● **EXERCISE AIM**
Each line of the material below that holds the word "الدائري" needs to be copied.

DATA SHOWN START

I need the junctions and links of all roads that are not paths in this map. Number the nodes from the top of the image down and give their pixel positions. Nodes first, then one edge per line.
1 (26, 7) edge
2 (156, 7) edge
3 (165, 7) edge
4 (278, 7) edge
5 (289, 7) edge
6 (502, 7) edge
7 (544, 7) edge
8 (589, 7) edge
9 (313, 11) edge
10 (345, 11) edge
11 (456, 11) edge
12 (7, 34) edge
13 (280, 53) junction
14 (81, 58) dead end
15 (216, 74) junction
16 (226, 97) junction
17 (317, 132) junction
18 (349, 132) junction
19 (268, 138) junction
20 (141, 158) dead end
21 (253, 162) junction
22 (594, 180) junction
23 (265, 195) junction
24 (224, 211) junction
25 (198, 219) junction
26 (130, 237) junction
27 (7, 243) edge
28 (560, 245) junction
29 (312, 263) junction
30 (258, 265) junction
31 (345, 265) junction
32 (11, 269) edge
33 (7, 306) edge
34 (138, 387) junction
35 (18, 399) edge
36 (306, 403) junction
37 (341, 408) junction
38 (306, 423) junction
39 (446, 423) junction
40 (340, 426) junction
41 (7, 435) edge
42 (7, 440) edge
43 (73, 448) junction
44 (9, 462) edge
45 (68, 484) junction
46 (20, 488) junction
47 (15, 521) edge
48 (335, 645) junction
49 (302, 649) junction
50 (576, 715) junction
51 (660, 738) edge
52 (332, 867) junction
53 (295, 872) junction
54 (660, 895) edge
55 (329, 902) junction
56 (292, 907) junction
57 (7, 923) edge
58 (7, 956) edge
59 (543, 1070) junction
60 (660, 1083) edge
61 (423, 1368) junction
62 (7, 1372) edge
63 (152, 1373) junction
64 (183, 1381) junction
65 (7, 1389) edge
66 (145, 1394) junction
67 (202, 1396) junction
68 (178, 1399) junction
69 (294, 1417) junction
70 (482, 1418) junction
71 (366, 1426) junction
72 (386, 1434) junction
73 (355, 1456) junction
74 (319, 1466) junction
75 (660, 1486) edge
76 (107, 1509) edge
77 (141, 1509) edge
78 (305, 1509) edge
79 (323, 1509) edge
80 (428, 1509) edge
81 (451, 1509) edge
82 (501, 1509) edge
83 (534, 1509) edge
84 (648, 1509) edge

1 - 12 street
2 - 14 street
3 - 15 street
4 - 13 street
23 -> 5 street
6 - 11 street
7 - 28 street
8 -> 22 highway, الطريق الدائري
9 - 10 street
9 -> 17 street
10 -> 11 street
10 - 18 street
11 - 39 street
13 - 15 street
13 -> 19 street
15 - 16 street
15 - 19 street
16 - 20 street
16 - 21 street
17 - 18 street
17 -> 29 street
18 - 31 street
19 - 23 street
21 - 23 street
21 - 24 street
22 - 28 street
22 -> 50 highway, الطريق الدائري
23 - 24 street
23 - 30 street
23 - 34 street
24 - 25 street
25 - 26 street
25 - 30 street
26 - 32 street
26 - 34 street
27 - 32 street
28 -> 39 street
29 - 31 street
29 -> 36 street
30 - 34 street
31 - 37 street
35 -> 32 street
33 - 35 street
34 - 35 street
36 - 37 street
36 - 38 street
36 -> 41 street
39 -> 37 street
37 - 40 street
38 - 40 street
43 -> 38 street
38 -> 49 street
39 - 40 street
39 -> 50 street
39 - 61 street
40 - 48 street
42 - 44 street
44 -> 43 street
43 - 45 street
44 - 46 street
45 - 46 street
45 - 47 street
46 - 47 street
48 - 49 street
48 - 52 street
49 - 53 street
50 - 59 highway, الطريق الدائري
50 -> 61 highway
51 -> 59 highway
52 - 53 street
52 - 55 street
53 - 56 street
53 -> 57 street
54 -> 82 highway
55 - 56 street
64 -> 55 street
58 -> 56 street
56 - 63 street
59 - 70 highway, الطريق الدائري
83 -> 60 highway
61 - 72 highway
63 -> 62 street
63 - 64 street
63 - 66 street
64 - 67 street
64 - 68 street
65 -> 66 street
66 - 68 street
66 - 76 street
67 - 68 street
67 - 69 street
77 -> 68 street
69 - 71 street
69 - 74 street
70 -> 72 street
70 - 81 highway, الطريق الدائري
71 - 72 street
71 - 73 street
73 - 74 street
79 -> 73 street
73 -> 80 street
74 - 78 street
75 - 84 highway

DATA SHOWN END

● **ANSWER SPACE**
8 -> 22 highway, الطريق الدائري
22 -> 50 highway, الطريق الدائري
50 - 59 highway, الطريق الدائري
59 - 70 highway, الطريق الدائري
70 - 81 highway, الطريق الدائري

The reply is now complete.